== Stored data
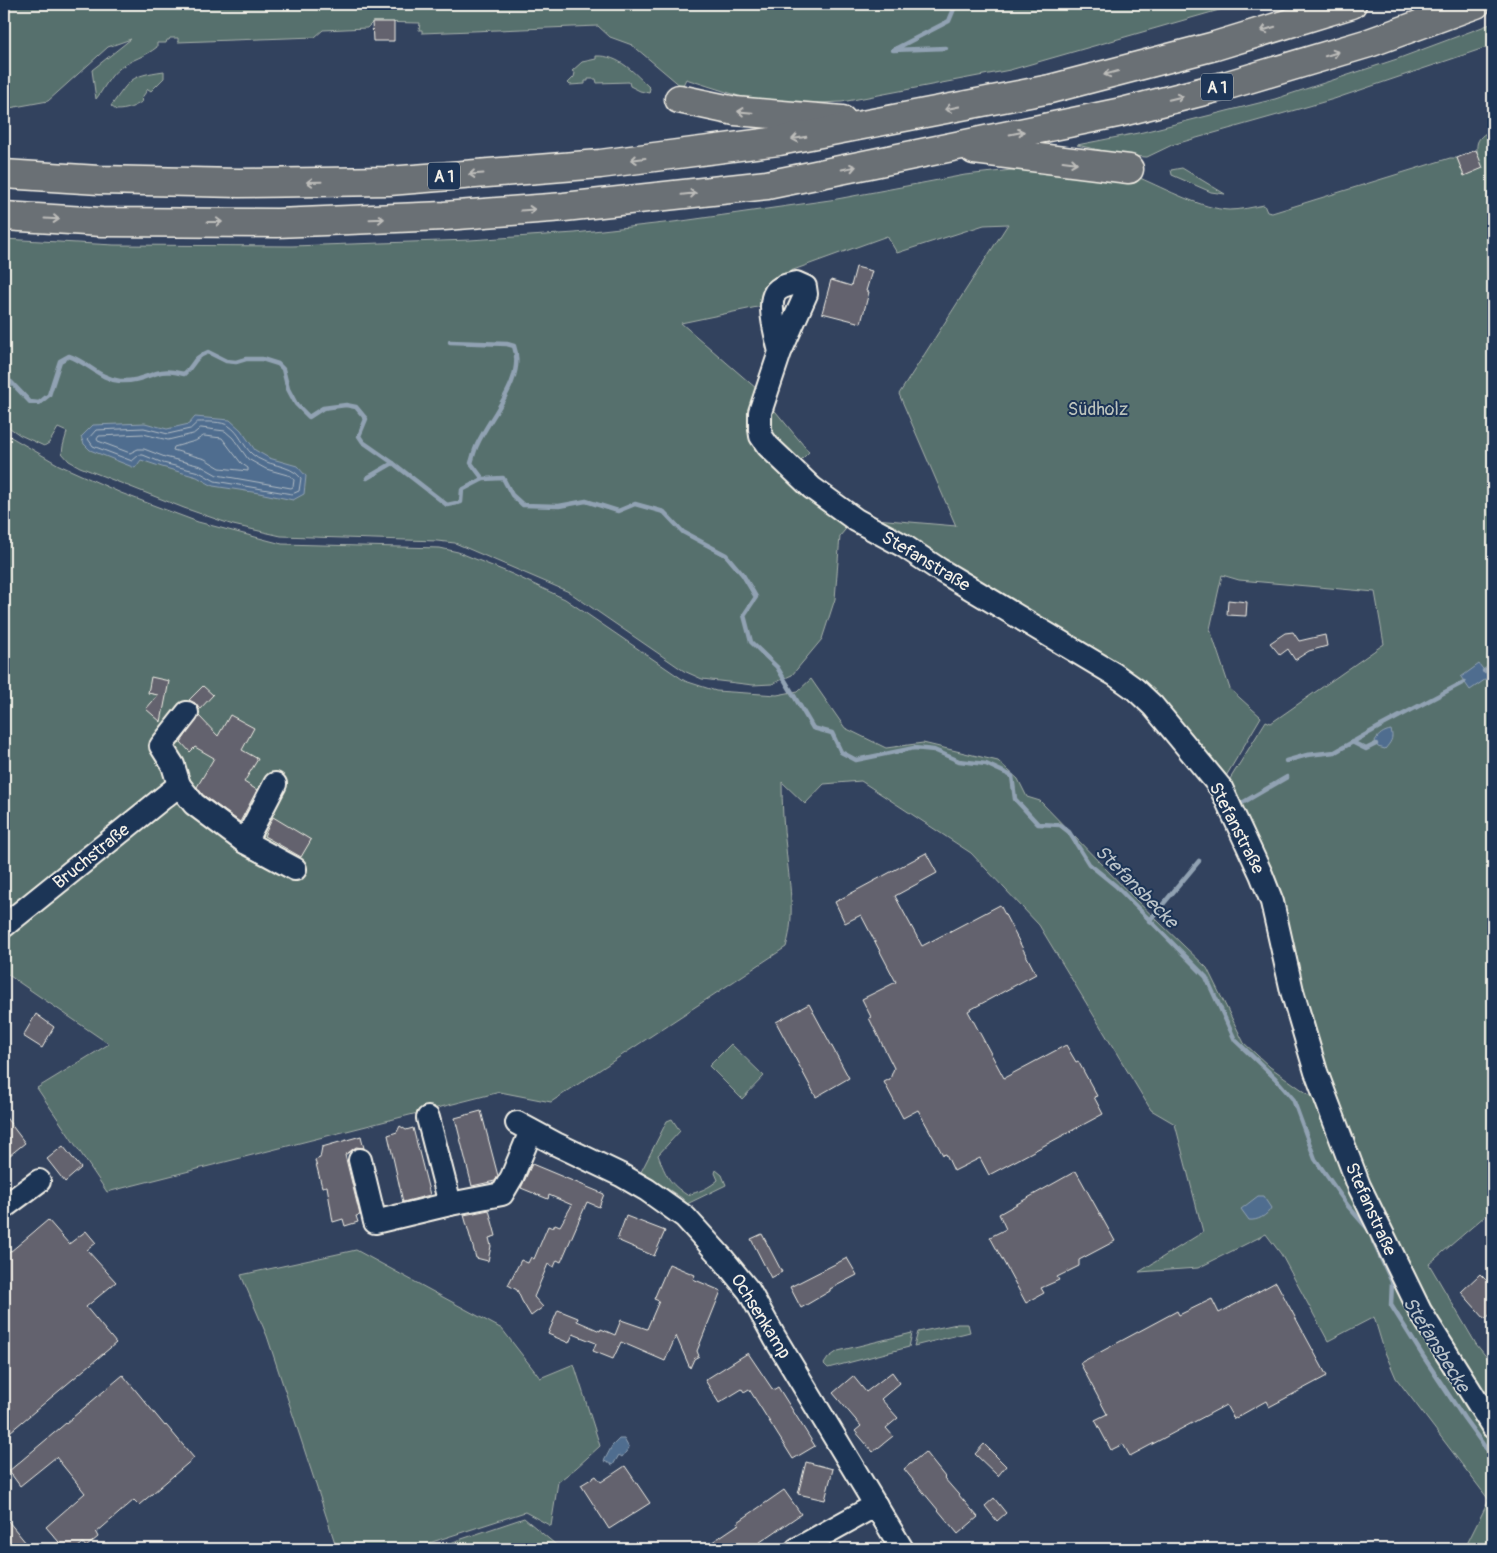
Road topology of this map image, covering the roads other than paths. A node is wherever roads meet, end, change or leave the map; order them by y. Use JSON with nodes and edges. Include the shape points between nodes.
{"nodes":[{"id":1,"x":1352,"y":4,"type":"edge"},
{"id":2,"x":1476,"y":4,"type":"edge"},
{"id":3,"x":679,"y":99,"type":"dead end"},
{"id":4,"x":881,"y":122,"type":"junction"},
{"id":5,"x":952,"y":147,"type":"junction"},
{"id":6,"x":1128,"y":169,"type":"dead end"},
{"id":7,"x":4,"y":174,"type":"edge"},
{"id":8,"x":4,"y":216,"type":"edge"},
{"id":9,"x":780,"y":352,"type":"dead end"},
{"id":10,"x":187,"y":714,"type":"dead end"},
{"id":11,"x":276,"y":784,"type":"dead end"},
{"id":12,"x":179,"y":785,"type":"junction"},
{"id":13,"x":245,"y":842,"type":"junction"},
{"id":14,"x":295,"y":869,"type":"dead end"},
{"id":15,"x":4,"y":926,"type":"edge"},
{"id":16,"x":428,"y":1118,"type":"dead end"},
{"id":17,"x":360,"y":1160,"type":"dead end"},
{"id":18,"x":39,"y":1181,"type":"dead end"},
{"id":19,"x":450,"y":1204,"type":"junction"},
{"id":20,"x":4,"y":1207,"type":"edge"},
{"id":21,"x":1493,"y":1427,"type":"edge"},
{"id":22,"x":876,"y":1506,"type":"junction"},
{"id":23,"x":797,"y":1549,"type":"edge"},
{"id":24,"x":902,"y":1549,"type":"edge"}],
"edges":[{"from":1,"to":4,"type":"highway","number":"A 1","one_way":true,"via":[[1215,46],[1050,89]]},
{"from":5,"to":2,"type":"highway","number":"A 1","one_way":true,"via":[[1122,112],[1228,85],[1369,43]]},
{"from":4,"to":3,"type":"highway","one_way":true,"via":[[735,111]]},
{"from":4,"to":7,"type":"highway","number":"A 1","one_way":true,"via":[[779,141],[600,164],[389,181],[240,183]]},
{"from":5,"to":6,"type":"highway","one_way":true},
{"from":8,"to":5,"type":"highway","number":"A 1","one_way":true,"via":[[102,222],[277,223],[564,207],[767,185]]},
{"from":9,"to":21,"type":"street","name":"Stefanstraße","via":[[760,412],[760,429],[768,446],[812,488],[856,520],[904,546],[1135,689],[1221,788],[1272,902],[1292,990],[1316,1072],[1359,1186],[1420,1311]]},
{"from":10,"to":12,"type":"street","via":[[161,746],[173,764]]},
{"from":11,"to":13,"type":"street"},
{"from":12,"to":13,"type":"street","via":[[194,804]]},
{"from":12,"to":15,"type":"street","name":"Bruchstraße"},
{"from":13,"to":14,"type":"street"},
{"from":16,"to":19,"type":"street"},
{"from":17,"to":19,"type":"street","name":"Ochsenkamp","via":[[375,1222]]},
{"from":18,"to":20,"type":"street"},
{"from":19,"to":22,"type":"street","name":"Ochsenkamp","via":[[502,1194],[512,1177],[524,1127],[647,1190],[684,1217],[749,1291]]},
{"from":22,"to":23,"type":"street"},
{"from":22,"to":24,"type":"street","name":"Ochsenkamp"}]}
====
== Stored data
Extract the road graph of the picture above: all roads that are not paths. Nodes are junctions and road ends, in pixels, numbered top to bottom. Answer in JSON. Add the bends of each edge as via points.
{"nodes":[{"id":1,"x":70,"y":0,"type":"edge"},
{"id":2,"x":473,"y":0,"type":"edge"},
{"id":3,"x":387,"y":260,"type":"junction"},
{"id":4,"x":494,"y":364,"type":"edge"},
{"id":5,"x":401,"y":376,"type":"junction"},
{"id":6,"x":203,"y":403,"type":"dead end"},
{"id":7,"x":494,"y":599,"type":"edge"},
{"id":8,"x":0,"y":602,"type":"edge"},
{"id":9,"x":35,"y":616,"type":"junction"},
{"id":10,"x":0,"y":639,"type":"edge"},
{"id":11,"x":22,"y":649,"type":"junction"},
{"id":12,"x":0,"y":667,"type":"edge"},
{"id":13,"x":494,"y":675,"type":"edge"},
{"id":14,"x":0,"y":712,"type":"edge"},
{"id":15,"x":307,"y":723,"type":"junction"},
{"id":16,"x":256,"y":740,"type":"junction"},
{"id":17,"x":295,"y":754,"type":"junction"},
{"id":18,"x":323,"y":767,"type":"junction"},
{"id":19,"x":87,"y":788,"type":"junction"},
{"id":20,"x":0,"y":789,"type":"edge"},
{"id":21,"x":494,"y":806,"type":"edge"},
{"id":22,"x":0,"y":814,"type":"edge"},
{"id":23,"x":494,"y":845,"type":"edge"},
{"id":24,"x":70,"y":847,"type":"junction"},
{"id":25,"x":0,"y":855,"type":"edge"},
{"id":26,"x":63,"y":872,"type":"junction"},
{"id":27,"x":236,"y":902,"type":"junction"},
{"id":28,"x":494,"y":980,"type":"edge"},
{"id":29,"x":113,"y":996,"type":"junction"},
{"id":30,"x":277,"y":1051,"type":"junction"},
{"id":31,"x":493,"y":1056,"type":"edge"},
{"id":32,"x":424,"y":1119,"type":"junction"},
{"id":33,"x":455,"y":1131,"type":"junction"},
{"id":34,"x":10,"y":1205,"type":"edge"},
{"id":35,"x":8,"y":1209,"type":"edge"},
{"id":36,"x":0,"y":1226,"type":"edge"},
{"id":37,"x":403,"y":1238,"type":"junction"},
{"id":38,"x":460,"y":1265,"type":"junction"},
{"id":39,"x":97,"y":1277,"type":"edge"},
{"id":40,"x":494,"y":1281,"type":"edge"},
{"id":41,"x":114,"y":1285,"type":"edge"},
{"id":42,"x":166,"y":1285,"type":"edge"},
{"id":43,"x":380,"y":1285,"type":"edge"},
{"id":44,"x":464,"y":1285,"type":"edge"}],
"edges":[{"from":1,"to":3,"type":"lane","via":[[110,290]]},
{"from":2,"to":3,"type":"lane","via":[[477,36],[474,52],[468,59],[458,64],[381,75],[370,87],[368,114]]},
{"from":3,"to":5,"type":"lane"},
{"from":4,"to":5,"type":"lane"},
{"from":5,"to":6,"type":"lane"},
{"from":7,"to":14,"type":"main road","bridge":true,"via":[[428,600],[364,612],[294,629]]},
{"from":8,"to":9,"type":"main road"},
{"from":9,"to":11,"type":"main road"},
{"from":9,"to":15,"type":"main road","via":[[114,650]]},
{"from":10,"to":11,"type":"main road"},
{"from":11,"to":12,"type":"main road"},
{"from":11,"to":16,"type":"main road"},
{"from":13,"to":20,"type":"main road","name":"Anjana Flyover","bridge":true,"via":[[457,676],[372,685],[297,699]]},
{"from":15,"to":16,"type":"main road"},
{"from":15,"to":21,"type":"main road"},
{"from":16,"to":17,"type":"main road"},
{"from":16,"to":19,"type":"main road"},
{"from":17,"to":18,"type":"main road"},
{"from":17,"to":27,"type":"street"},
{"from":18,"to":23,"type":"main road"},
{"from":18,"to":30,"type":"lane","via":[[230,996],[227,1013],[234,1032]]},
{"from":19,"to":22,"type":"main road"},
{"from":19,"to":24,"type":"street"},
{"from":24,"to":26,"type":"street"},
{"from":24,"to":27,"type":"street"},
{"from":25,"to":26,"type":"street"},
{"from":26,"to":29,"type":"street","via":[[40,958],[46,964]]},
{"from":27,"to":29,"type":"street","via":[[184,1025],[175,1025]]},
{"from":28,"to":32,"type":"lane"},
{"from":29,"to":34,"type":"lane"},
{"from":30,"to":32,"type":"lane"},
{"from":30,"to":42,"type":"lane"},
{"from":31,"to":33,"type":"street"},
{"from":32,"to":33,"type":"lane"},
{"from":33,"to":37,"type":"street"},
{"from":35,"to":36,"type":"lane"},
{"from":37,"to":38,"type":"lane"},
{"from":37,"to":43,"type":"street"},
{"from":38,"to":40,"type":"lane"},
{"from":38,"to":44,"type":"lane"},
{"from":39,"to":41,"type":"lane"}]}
====
How many lines in the records include "name"? Answer with the number alone.

6